====== DATA SUPPLIED

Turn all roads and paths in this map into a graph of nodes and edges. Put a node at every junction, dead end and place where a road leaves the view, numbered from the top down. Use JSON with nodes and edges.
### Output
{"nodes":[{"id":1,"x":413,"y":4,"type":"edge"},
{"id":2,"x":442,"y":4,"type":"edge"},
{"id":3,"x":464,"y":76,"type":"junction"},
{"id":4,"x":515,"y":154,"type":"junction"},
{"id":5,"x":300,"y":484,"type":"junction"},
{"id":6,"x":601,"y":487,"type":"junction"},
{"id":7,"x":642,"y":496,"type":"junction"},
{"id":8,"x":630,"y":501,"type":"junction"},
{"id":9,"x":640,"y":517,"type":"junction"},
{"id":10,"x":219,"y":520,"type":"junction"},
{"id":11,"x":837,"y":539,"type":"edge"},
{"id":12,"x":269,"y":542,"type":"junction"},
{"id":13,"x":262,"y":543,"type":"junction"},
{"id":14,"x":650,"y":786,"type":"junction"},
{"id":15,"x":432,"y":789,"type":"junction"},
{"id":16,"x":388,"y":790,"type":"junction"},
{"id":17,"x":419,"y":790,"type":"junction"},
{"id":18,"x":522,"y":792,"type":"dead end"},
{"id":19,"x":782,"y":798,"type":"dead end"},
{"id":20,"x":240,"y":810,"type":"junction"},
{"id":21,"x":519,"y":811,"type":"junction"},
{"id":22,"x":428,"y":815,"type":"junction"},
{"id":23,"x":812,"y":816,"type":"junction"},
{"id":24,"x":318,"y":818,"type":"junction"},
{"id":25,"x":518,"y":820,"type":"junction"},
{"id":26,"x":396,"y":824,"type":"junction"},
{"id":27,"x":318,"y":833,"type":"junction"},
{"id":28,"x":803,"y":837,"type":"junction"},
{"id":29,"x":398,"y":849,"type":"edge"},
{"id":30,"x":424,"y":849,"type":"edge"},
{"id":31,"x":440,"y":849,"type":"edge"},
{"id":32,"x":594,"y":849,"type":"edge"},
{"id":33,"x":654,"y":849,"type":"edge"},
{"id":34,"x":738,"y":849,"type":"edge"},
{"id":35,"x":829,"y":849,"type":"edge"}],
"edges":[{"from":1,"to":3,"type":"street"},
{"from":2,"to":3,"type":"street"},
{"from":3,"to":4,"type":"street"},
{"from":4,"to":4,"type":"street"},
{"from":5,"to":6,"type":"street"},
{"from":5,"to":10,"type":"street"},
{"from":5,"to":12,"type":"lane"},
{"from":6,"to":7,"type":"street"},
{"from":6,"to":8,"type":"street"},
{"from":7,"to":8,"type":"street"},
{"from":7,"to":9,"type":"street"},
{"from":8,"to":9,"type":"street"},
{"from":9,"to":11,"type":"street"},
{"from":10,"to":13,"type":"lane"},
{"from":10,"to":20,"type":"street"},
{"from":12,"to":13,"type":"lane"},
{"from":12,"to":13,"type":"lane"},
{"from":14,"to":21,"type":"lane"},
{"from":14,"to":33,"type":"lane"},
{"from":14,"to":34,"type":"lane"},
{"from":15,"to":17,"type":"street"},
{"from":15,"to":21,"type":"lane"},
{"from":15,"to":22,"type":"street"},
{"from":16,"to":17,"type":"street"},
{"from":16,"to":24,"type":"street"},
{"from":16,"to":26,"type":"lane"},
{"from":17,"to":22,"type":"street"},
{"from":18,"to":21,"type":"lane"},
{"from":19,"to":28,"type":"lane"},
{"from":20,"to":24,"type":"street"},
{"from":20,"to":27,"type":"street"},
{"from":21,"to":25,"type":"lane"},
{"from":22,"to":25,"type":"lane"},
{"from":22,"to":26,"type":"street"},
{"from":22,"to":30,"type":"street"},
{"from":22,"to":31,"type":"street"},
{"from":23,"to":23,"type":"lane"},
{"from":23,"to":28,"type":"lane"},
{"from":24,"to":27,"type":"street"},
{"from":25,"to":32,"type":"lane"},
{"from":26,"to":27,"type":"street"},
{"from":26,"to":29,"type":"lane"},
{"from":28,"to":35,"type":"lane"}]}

============

● **ABOUT THIS EXERCISE**
Copy every line in the data above that has the string "nodes" in it.

● **SOLVED EXERCISE**
Turn all roads and paths in this map into a graph of nodes and edges. Put a node at every junction, dead end and place where a road leaves the view, numbered from the top down. Use JSON with nodes and edges.
{"nodes":[{"id":1,"x":413,"y":4,"type":"edge"},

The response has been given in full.